** Opening Provided records block **

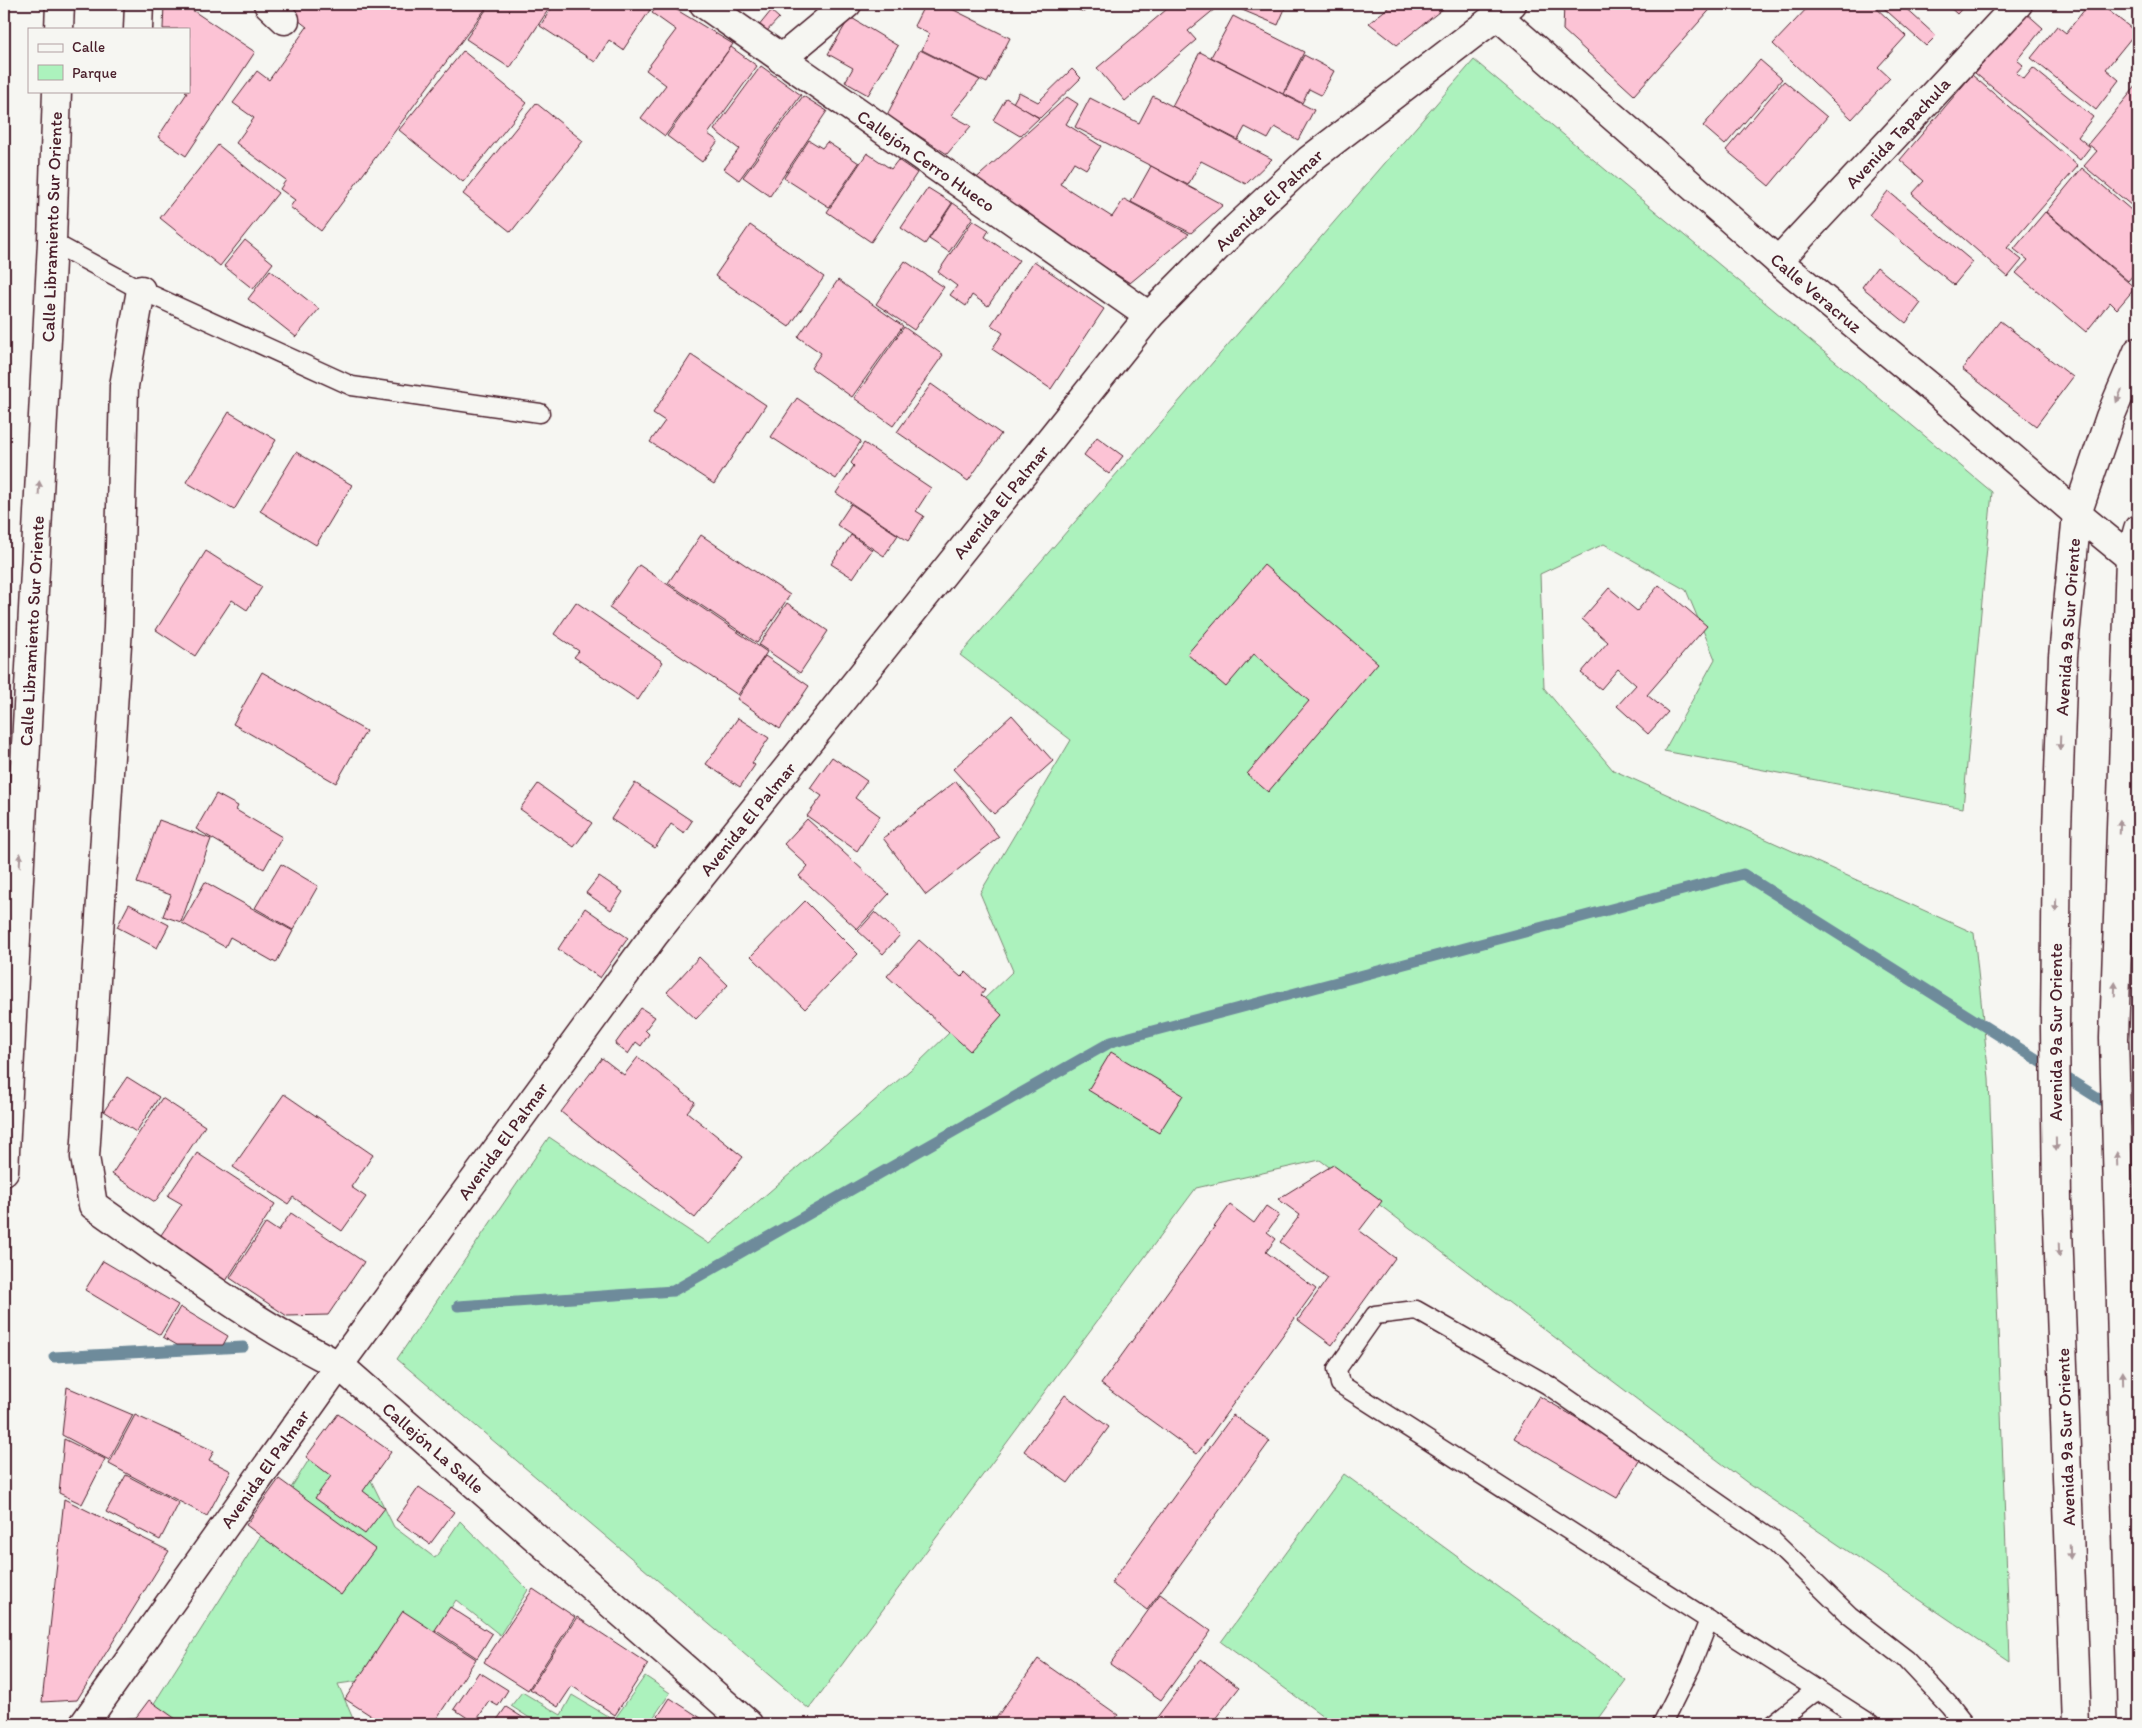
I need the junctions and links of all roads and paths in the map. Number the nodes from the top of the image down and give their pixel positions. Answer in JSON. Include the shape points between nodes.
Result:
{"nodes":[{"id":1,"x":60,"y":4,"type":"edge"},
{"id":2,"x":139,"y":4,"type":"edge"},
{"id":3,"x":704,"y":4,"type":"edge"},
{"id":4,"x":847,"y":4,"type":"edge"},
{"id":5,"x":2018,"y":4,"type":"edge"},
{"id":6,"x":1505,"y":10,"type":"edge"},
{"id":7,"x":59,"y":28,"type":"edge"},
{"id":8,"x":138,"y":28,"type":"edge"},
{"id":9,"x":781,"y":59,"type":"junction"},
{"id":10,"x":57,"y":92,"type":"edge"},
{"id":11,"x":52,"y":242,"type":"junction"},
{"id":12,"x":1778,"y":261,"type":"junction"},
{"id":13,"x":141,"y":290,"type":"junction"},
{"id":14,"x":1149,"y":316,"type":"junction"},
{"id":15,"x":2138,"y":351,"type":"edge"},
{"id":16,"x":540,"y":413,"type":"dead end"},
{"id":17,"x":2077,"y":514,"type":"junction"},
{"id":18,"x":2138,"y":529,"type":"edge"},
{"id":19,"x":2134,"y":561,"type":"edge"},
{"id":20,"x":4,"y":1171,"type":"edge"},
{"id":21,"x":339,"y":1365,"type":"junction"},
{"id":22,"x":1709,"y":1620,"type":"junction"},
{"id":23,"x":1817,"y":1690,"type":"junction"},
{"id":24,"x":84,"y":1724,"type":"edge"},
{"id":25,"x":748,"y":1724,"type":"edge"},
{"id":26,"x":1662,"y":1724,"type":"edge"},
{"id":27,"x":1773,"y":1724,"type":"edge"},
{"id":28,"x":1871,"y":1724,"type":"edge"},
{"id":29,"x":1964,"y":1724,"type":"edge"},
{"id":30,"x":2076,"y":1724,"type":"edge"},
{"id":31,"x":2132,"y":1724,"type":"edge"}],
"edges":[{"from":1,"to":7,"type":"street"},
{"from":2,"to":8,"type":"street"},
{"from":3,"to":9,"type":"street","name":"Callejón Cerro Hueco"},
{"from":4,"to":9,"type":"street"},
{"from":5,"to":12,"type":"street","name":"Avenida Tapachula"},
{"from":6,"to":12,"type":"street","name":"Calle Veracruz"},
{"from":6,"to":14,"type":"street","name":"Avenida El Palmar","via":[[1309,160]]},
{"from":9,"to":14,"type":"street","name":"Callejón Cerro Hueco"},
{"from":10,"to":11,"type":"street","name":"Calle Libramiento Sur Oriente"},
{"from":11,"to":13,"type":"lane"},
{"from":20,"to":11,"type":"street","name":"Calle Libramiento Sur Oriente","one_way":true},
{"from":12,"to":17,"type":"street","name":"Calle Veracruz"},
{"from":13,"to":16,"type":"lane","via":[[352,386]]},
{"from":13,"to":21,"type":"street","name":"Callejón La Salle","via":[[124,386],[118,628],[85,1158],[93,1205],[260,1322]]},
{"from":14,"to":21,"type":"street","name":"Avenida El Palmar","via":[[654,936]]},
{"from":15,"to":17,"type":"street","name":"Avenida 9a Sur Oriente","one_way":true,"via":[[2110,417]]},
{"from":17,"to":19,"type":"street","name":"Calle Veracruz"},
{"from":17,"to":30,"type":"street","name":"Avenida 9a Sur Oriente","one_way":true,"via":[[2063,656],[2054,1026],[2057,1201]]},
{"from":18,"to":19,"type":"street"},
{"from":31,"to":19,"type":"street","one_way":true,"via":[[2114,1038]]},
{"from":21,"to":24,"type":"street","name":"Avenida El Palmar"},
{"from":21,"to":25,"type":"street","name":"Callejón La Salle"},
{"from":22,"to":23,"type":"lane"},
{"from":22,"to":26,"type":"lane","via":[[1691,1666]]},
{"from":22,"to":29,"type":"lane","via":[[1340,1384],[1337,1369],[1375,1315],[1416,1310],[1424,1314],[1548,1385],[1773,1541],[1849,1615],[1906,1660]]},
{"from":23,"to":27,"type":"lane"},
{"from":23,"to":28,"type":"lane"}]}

** Closing Provided records block **

(How to complete this task) Line count for the string "Callejón": say how many lines in the listing contain it, and add nothing.

(Solution for this exercise) 4